◆ About this exercise
Return every line of the data that contains the string "lane".

[Stored data entries]
○ ○ ○ ○

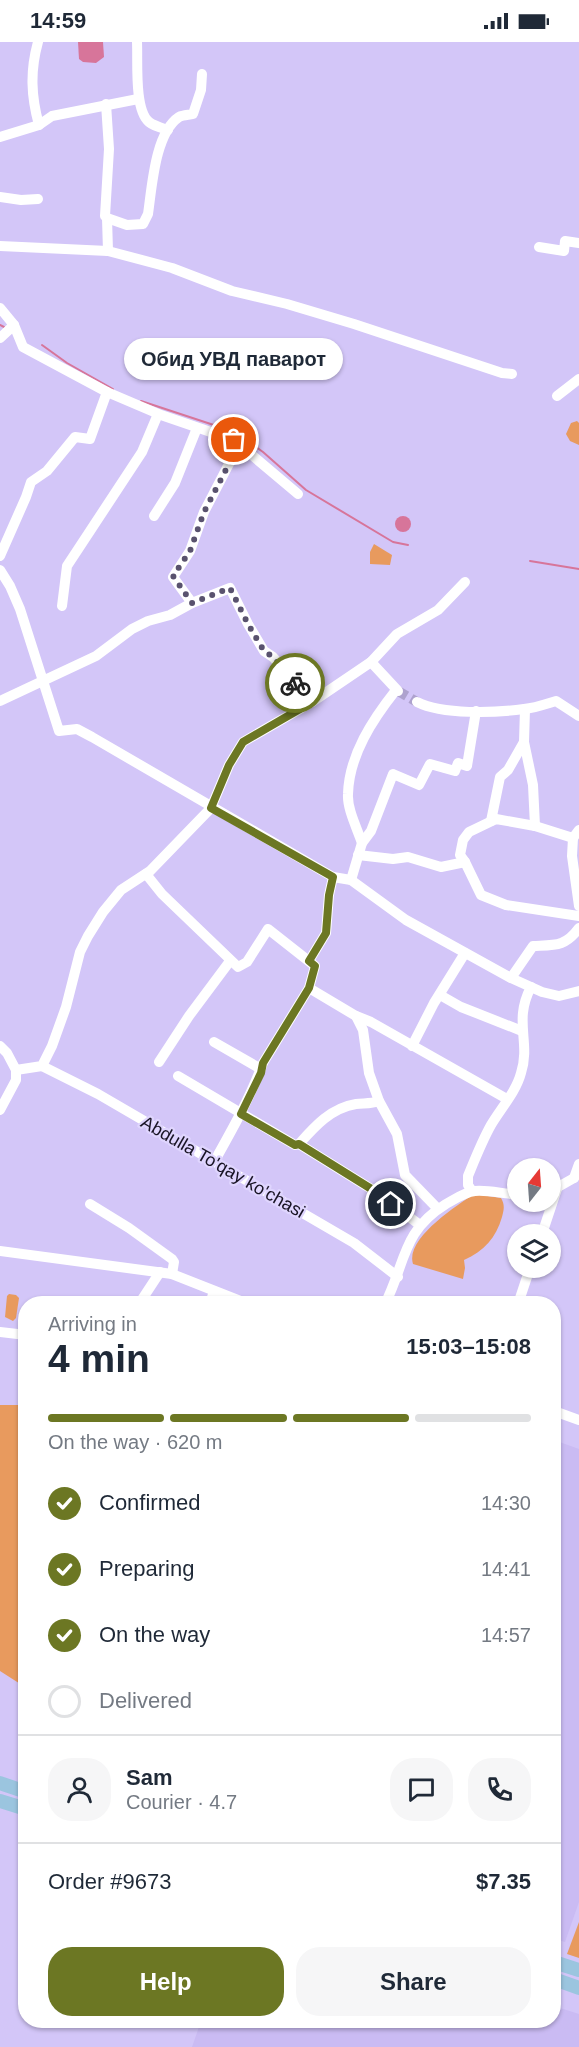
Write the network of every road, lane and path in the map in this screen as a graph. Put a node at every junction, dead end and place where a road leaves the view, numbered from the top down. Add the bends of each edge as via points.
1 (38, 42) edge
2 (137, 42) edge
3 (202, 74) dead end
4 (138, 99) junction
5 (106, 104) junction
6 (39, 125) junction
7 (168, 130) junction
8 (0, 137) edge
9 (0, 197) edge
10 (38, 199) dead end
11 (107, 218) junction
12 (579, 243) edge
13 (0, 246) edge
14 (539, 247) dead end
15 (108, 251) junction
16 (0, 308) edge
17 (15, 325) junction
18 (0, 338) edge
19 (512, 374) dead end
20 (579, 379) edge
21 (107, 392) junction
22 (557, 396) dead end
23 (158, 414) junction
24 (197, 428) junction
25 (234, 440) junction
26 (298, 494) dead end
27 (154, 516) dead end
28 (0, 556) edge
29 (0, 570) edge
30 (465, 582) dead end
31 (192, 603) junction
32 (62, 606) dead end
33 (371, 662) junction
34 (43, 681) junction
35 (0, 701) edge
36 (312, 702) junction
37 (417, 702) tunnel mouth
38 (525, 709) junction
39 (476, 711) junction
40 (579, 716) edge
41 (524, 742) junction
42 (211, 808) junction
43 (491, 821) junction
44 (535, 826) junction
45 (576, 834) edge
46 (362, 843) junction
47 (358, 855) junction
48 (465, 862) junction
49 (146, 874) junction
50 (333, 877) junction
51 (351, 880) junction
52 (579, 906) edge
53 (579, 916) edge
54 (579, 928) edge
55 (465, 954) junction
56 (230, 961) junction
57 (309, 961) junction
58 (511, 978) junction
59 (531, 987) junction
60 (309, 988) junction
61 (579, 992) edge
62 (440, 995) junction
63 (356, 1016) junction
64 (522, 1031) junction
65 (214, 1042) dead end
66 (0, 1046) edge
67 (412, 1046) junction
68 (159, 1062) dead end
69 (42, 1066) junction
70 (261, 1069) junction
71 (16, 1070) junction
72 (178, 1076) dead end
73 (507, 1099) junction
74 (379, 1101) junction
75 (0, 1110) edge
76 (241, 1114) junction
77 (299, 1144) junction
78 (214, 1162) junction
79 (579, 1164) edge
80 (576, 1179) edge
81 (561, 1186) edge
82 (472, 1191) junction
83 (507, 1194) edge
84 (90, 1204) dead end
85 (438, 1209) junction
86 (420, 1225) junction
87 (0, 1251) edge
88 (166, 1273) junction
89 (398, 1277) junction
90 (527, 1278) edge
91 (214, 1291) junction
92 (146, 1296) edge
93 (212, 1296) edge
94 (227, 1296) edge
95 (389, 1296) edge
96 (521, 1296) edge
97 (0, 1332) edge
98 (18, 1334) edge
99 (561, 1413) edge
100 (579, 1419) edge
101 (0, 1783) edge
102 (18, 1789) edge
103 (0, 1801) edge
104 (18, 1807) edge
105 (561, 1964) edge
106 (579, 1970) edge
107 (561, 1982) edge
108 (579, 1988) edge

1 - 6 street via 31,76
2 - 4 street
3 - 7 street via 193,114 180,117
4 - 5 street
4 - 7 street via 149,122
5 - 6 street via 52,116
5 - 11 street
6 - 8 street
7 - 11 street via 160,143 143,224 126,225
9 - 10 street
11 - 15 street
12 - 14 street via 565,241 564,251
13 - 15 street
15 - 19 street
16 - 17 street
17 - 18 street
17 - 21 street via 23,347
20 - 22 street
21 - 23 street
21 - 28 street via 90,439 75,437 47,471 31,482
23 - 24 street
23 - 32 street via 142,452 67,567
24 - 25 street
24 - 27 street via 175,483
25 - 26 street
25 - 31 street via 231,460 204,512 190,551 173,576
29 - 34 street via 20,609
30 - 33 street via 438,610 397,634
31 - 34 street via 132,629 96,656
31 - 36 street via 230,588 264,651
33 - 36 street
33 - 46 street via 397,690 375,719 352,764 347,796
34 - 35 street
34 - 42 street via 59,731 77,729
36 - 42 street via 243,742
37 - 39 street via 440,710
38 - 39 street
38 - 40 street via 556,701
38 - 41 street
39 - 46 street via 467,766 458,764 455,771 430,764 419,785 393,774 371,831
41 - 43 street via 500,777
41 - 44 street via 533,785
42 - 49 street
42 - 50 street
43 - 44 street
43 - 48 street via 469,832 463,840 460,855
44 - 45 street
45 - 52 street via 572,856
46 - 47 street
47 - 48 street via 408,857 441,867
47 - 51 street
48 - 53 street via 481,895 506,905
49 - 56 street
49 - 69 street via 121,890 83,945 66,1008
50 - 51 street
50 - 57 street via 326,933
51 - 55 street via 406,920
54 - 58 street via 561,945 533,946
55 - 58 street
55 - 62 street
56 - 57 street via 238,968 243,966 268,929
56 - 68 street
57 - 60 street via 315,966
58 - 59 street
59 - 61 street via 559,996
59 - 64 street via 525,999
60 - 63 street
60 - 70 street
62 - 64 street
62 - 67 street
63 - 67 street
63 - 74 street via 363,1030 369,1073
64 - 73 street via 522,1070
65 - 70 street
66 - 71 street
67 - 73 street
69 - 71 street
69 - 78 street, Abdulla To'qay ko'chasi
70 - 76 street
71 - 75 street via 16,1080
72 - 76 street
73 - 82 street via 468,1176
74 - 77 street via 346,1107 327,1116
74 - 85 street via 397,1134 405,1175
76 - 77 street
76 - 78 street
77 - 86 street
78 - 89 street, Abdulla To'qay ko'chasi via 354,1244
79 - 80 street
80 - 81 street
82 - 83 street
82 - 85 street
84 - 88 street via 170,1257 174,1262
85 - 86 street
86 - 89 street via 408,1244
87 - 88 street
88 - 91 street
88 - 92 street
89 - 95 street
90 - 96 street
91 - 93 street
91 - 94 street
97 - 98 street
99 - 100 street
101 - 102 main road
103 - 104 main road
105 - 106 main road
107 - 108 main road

○ ○ ○ ○

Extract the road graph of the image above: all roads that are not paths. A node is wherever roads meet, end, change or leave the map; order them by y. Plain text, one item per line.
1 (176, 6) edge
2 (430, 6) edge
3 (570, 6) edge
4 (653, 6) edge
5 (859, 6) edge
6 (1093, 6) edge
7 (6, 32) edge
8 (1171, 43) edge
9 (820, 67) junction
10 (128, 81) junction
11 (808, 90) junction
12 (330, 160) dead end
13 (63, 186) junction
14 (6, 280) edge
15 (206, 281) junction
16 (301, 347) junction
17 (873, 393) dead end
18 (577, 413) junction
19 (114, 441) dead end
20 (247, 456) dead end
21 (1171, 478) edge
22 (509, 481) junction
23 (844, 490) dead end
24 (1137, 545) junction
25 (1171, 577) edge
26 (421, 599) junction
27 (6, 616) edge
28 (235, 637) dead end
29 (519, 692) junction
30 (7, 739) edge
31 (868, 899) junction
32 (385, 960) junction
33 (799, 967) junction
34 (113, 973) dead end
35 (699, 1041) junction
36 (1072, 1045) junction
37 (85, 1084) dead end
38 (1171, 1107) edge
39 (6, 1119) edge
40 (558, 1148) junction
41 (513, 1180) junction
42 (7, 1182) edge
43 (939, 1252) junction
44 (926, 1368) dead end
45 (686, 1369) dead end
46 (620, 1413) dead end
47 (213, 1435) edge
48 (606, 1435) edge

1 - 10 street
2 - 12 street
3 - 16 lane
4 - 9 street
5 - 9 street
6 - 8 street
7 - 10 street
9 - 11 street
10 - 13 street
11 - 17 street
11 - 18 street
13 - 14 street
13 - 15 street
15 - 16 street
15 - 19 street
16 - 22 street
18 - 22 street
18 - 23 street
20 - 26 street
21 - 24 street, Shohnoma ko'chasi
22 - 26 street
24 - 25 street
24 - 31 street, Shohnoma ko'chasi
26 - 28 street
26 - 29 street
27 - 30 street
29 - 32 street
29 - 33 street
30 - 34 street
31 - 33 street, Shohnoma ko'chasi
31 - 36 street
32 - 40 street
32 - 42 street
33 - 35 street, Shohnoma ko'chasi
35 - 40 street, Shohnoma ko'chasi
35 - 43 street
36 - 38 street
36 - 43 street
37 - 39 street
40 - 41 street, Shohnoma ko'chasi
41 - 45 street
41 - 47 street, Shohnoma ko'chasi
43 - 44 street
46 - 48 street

○ ○ ○ ○

◆ Response
Write the network of every road, lane and path in the map in this screen as a graph. Put a node at every junction, dead end and place where a road leaves the view, numbered from the top down. Add the bends of each edge as via points.
3 - 16 lane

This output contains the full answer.